I also don't blame him in saying something along the lines that we can all agree on Black Lives Matter.  He's young, and as I've pointed out before, the lie is effective and pervasive.  

The thing is, and this is something that I don't believe he has internalized despite all the lies told about him, that we live in a world awash with lies, where nearly every mainstream outlet, if it's telling the truth, only tells it to the degree needed to help their cause.

George Zimmerman did not hunt down Trayvon Martin.

Michael Brown was not on his knees, screaming "hands up don't shoot" while shot in the back.

Arbery wasn't just a random jogger.

George Floyd was not killed for passing a bad $20 bill, and very likely, despite the verdict, not murdered at all.

Jacob Blake was not an innocent victim of some racist cop shooting him in the black.

BLM isn't about it's rhetorical cause that it presents to the media, but about seizing power and marxist ideology, as stated by their senior people to friendly audiences, by their own actions, and their own website.

Finally, Kyle Rittenhouse did not cross state lines to hunt protestors and black people.

In some of these cases, there is at least some argument for culpability on the part of the police or civilians.

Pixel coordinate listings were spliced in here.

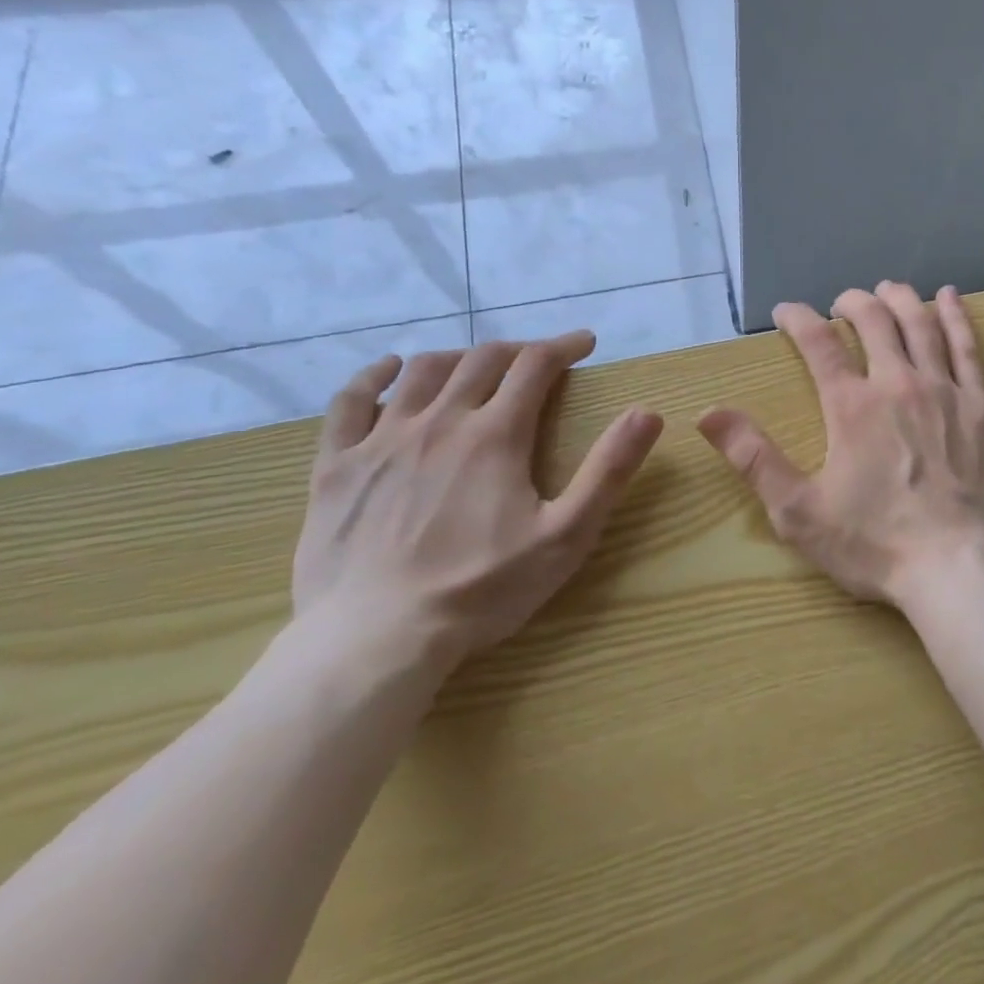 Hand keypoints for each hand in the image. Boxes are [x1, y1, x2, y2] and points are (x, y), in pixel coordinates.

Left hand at [293, 332, 663, 676]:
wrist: (374, 640)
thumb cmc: (481, 590)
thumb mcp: (566, 536)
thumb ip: (608, 471)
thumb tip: (647, 413)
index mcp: (496, 435)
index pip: (536, 365)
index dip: (564, 346)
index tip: (585, 343)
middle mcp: (439, 422)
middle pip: (482, 360)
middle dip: (519, 350)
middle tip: (540, 361)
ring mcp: (381, 440)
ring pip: (424, 372)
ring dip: (460, 357)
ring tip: (479, 366)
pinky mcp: (336, 466)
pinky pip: (349, 402)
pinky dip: (374, 376)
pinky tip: (389, 371)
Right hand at [698, 282, 983, 609]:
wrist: (956, 566)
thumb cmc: (874, 543)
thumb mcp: (799, 511)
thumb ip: (754, 458)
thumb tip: (708, 414)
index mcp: (851, 406)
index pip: (819, 345)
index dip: (798, 319)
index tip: (786, 311)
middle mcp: (898, 384)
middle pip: (874, 321)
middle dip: (853, 303)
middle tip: (842, 302)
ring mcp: (944, 390)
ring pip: (921, 325)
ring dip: (901, 300)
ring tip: (889, 288)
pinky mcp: (981, 406)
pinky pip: (968, 348)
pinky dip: (957, 317)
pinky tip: (950, 296) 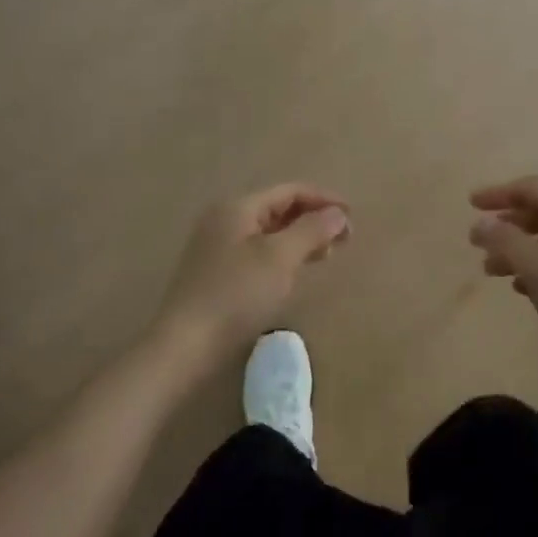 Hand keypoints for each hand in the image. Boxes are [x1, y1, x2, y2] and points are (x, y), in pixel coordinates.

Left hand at [157, 184, 350, 356]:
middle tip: (344, 240)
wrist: (185, 345)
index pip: (289, 191)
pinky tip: (295, 272)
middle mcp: (225, 220)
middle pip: (278, 209)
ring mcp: (217, 247)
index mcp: (238, 207)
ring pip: (269, 232)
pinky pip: (258, 252)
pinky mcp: (217, 273)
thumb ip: (311, 230)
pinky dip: (283, 255)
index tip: (352, 217)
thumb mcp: (279, 258)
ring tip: (326, 255)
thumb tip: (337, 213)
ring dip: (300, 238)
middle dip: (313, 219)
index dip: (323, 200)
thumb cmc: (236, 294)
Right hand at [469, 176, 537, 397]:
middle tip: (477, 242)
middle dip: (507, 225)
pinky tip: (520, 287)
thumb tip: (481, 223)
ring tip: (491, 271)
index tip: (470, 204)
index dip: (499, 193)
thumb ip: (505, 240)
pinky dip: (537, 267)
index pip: (533, 188)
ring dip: (518, 250)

Floyd likely would have died anyway, but there's no way to tell if the knee on his upper back, keeping him face down as he's going through an overdose, shortened or extended his life. The jury instructions given, or more to the point, not given for the McMichaels, effectively guaranteed their conviction.

So?

These were all in some way political show trials. In some cases, while there was enough to avoid malicious prosecution, the case never should have gone to trial. Take Kyle, for example. In others there was almost no chance of a fair trial due to the media bias and message, comments by politicians, settlements by city governments de facto admitting fault, and prosecutorial malfeasance.

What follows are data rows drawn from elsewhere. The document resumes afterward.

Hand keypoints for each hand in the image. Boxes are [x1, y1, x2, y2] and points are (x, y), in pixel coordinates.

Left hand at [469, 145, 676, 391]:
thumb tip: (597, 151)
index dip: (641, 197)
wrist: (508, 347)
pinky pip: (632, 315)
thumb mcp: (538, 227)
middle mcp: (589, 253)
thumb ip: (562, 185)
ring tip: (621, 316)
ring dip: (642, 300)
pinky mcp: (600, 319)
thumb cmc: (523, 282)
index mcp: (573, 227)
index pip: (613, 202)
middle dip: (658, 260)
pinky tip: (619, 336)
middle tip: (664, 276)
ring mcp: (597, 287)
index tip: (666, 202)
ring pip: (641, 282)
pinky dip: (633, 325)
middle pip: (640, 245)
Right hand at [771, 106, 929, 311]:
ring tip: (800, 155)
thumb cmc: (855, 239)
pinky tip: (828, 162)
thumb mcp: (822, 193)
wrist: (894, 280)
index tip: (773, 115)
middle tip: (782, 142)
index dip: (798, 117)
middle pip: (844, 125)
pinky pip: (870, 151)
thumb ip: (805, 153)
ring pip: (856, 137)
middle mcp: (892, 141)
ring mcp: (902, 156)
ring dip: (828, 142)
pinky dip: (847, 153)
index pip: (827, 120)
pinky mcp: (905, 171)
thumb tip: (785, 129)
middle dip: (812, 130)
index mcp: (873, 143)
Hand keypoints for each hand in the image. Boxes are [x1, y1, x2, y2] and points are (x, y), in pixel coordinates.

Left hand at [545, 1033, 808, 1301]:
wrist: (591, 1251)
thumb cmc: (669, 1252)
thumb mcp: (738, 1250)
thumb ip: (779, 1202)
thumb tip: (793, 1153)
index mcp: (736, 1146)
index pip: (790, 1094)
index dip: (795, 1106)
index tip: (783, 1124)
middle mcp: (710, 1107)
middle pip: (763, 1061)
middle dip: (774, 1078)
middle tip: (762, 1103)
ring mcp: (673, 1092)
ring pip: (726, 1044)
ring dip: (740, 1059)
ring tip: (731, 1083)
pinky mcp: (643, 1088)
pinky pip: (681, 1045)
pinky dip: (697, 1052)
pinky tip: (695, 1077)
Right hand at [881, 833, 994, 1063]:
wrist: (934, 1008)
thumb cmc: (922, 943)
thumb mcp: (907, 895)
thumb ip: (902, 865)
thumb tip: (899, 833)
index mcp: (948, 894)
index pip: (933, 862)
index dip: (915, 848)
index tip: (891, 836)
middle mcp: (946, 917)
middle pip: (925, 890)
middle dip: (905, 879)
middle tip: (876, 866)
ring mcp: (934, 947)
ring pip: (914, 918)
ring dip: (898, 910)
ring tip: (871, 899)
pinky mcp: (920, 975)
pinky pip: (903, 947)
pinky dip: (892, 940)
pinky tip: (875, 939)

In all of them, the narrative barely overlaps the truth.

More importantly, these cases all serve to prevent the enforcement of western law and standards. To either break down the police departments so they wouldn't enforce crime, or to block private action? How much good is it to own a weapon to protect yourself and your family if you are never allowed to use it in that role?

How many of these were because the police were not doing their damned job? Keep in mind that Kyle and the McMichaels were doing what they were in large part because the police had not been doing their jobs. In the McMichael's case, for quite some time.

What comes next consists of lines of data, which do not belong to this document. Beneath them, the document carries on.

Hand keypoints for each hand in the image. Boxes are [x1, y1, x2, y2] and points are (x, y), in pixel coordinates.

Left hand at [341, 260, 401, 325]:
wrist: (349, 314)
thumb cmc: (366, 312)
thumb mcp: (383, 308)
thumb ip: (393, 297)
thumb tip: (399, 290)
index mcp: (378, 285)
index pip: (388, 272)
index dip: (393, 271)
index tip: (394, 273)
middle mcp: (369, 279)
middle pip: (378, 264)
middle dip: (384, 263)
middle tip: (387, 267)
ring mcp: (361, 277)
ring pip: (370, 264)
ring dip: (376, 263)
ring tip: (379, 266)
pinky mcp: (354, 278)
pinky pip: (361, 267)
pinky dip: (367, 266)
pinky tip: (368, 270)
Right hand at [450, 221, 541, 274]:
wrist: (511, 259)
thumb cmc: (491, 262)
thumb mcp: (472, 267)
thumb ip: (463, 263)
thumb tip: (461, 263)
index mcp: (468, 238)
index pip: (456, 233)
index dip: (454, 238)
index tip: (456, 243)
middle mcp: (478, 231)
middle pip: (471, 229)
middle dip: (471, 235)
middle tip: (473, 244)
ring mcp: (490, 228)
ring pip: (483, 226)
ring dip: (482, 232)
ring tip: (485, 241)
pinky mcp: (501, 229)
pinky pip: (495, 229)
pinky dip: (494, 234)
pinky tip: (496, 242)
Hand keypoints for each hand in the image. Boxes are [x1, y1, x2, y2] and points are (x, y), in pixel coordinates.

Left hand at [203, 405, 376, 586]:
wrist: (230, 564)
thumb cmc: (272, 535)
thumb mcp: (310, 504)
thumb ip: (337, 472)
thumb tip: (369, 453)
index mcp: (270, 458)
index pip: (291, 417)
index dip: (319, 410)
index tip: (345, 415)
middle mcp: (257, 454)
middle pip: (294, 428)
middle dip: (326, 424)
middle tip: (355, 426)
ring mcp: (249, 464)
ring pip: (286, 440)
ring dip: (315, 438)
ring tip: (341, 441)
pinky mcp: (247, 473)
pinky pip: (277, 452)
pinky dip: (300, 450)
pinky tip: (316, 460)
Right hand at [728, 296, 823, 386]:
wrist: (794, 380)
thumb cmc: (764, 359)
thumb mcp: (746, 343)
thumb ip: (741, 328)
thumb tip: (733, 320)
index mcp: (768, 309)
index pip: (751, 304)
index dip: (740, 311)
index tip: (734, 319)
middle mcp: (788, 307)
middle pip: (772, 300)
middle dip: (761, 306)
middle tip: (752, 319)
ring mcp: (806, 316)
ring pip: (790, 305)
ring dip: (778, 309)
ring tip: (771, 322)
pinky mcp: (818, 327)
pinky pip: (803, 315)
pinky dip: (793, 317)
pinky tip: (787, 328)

Yet they are punished, officially, insofar as the state and their prosecutors are concerned, left with no alternative but to smile and take it as they are robbed, beaten, and have their and their communities torn apart, property stolen, and livelihoods taken away. You are racist if you expect western standards of justice and behavior. God forbid you expect math or believe 2+2=4.

This brings me to the last point.

Having just reread Branca's excellent Law of Self Defense, as well as watching him and Nick on various livestreams, I'd seen it repeatedly stated that it is unwise to get yourself into these situations. they would not allow/recommend their child to this. They're hardly alone- Peter Grant and others have said similar things.

In the context of a few years ago, when the paramount safety issue was that of oneself and one's family, I'd have agreed.

That said, given how easy it is to effectively destroy a community through constant violence and crime, at what point is it unwise to not step up and put skin in the game?

It's an old saw, but:

He who gives his freedom for safety gets none of them.